Robert Badinter, un humaniste au service du droit
Journée d’hommage organisée par la Faculté de droit avec l’IDEDH, l’IHD, l’Ecole doctorale et le Pôle sciences sociales de l’Université de Montpellier sous la direction scientifique de Carine Becharef Jallamion, Professeur d'histoire du droit, Université de Montpellier et Laure Milano, Professeur de droit public, Université de MontpellierLire la suite....
Robert Badinter (1928-2024) était un avocat, professeur de droit et homme politique français, reconnu pour son engagement en faveur des droits humains et de la justice. Figure majeure du XXe siècle, il a marqué l'histoire en tant que ministre de la Justice (1981-1986) sous la présidence de François Mitterrand. Son parcours est marqué par une lutte acharnée contre la peine de mort, qu'il a réussi à abolir en France en 1981, un tournant historique dans le système judiciaire français. Badinter était également connu pour son rôle dans la défense des libertés individuelles et son approche humaniste du droit, plaçant la dignité humaine au cœur de ses combats. Son héritage intellectuel et juridique reste une référence en France et à l'international.

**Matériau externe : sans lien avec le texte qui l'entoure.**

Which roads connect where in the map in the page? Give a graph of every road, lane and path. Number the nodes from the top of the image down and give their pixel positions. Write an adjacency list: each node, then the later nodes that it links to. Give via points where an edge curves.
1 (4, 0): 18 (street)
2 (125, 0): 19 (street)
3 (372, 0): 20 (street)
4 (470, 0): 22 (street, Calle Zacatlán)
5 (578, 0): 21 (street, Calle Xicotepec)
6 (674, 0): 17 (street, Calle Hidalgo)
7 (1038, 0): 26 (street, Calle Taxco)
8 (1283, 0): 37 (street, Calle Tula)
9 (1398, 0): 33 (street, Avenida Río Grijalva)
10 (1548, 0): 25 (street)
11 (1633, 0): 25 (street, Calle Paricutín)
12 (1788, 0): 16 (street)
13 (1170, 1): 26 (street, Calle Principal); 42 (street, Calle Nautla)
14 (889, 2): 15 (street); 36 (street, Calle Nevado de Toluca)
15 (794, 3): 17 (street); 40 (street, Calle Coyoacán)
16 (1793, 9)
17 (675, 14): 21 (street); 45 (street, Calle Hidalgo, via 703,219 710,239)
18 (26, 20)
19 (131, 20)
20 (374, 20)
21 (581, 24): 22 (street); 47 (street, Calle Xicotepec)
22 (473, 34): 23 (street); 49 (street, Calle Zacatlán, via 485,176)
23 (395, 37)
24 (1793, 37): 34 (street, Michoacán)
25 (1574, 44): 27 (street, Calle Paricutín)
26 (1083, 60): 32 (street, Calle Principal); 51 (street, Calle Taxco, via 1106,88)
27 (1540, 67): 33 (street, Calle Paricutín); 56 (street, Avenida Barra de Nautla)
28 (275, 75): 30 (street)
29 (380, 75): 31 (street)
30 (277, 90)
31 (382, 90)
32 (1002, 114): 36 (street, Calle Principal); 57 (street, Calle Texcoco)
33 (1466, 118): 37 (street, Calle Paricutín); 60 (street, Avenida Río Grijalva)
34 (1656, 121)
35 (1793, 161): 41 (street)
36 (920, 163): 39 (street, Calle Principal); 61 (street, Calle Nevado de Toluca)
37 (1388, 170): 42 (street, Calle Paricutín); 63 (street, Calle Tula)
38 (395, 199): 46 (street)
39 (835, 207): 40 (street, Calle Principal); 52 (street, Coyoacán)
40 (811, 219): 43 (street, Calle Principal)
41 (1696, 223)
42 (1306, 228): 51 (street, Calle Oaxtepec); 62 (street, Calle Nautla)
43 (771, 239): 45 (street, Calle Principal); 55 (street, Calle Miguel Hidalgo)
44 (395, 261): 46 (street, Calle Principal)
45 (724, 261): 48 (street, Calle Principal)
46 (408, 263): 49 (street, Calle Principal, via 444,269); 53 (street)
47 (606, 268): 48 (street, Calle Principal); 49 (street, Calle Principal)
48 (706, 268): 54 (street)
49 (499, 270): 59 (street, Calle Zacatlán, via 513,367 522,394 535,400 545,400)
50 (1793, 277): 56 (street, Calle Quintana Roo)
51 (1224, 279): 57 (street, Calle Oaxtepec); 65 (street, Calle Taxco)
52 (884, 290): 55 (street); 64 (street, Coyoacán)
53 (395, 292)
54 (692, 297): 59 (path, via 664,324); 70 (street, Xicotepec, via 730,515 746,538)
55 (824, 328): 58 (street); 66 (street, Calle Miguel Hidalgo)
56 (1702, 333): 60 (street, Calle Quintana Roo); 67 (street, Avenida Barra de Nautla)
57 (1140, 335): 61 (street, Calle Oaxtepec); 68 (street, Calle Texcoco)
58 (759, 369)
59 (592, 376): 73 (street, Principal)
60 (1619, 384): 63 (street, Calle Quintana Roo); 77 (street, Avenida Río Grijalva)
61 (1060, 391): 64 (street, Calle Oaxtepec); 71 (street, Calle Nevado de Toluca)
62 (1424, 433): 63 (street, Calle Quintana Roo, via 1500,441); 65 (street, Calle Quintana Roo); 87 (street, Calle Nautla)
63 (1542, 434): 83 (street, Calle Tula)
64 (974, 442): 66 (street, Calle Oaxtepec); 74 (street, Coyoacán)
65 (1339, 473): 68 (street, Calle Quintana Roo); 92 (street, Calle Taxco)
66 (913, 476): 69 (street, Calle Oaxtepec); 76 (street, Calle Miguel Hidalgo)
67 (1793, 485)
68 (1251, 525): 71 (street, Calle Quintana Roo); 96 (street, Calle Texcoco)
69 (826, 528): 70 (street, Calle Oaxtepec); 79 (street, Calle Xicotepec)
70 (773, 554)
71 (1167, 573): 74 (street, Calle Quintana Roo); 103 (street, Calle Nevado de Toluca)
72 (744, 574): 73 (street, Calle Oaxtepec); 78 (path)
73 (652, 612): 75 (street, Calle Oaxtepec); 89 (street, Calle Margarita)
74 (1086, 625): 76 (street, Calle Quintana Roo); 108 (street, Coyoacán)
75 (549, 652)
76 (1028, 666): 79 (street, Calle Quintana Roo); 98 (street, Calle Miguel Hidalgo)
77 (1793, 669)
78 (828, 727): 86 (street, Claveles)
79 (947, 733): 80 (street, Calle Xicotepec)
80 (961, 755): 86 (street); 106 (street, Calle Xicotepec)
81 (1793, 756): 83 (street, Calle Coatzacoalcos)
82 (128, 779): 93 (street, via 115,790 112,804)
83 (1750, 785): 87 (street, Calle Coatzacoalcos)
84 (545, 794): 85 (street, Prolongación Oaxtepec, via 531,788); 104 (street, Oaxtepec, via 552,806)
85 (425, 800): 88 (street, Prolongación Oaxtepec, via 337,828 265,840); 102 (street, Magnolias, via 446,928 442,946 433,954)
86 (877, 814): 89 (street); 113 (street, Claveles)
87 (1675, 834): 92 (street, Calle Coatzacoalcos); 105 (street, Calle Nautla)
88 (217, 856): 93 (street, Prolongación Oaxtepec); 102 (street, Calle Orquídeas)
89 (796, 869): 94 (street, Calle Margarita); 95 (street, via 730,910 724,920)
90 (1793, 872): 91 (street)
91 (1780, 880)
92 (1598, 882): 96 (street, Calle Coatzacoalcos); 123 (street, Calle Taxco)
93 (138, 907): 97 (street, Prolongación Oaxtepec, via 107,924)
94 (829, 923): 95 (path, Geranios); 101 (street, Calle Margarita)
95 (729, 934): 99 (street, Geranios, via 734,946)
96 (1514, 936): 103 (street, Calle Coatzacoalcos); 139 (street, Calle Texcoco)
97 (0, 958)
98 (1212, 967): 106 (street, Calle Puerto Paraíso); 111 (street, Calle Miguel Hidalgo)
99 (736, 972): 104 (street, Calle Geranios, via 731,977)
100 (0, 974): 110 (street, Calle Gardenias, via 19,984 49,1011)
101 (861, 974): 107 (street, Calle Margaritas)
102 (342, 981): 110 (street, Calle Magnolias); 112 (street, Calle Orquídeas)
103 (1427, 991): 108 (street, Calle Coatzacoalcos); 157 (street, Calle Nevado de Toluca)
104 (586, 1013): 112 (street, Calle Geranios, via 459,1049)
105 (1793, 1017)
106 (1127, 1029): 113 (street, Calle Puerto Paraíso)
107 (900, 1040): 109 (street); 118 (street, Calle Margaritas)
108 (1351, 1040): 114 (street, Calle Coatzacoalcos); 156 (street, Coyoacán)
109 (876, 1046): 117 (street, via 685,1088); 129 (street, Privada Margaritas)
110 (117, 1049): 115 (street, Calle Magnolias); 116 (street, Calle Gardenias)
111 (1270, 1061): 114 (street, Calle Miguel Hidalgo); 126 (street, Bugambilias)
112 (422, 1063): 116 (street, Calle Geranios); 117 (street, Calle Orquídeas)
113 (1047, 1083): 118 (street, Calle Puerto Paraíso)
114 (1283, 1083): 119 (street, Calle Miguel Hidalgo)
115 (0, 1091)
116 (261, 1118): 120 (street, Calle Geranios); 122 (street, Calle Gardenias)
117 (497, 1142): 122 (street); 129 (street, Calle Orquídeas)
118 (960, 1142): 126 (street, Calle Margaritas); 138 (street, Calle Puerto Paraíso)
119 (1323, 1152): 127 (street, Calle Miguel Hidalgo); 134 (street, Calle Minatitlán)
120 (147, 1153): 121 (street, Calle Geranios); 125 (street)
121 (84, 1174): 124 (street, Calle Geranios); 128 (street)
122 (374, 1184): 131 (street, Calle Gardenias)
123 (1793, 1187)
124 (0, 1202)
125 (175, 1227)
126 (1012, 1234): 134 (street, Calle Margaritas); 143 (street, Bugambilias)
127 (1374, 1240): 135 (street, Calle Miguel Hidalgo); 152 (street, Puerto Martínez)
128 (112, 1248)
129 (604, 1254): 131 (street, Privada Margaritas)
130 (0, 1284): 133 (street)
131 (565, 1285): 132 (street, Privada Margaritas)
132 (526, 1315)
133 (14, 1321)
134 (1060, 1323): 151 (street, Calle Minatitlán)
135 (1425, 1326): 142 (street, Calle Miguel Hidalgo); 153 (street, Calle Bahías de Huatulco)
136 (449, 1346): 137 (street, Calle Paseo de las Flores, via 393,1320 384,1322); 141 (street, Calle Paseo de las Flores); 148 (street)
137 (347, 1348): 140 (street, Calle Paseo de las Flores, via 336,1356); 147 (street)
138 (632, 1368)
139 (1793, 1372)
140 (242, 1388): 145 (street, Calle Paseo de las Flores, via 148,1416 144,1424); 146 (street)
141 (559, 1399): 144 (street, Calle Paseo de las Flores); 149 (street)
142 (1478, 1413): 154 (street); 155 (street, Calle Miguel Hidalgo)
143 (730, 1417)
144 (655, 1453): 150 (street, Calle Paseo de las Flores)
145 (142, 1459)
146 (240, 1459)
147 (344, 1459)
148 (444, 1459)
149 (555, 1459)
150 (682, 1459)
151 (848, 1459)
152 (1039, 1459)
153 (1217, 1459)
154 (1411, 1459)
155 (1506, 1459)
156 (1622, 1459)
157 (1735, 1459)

L'une des réalisations les plus emblématiques de Robert Badinter fut l'abolition de la peine de mort en France. Promulguée le 9 octobre 1981, la loi Badinter a marqué la fin d'une pratique judiciaire vieille de plusieurs siècles. Avant cette réforme, la France était l'un des derniers pays d'Europe occidentale à maintenir la peine capitale. Badinter, en tant que garde des Sceaux (ministre de la Justice), a porté ce projet de loi devant l'Assemblée nationale, où il a défendu avec passion l'idée que la justice ne devait pas donner la mort. Cette abolition a fait de la France le 36e pays au monde à renoncer à cette peine, et a inspiré d'autres nations à suivre cet exemple. La loi a été adoptée à une large majorité, avec 369 voix pour et 146 contre.
Robert Badinter a toujours défendu une vision humaniste du droit, où la protection des individus prime sur les logiques répressives. Son approche reposait sur l'idée que le système judiciaire devait être au service de la justice sociale et de la dignité humaine. Il a joué un rôle clé dans la modernisation du droit français, notamment en réformant le code pénal et en renforçant les droits des accusés. Badinter a également milité pour l'égalité devant la loi et contre les discriminations, s'engageant notamment pour les droits des minorités et des personnes vulnérables. Son travail a influencé de nombreuses réformes ultérieures en matière de droits humains et de justice en France.
Avant de devenir ministre de la Justice, Robert Badinter a mené une carrière d'avocat, où il s'est illustré en défendant des causes emblématiques, comme celle de Patrick Henry en 1977, un cas qui a mis en lumière les débats sur la peine de mort. Parallèlement, il a enseigné le droit à l'université, transmettant ses convictions à des générations d'étudiants. Son parcours politique a débuté sous la présidence de François Mitterrand, où il a occupé le poste de garde des Sceaux de 1981 à 1986. Après son passage au gouvernement, il a continué à s'engager dans la vie publique, notamment en tant que président du Conseil constitutionnel (1986-1995), où il a veillé au respect des principes fondamentaux de la Constitution.
Robert Badinter a reçu de nombreuses distinctions pour son engagement, dont le titre de grand-croix de la Légion d'honneur en 2011. Son héritage dépasse le cadre juridique : il est devenu une figure symbolique de la lutte pour les droits humains et la justice sociale. En France, son nom est associé à des lieux publics, comme le centre pénitentiaire de Fresnes, rebaptisé en son honneur. À l'international, son combat contre la peine de mort a été salué par des organisations comme Amnesty International. Une journée d'étude lui est consacrée le 6 novembre 2026, intitulée Robert Badinter, un humaniste au service du droit, pour commémorer son œuvre et son influence sur le droit contemporain.
L'impact de Robert Badinter sur le droit français est profond et durable. Ses réformes ont permis de moderniser le système judiciaire, en plaçant l'humanité au centre des procédures pénales. Parmi ses contributions majeures, on compte la suppression des juridictions d'exception, la création du code pénal de 1994, et le renforcement des droits de la défense. Badinter a également joué un rôle clé dans l'adoption de lois protégeant les libertés individuelles, comme la loi sur la présomption d'innocence. Son travail a contribué à faire du droit français un modèle de protection des droits humains en Europe, influençant d'autres pays dans leur propre réforme judiciaire.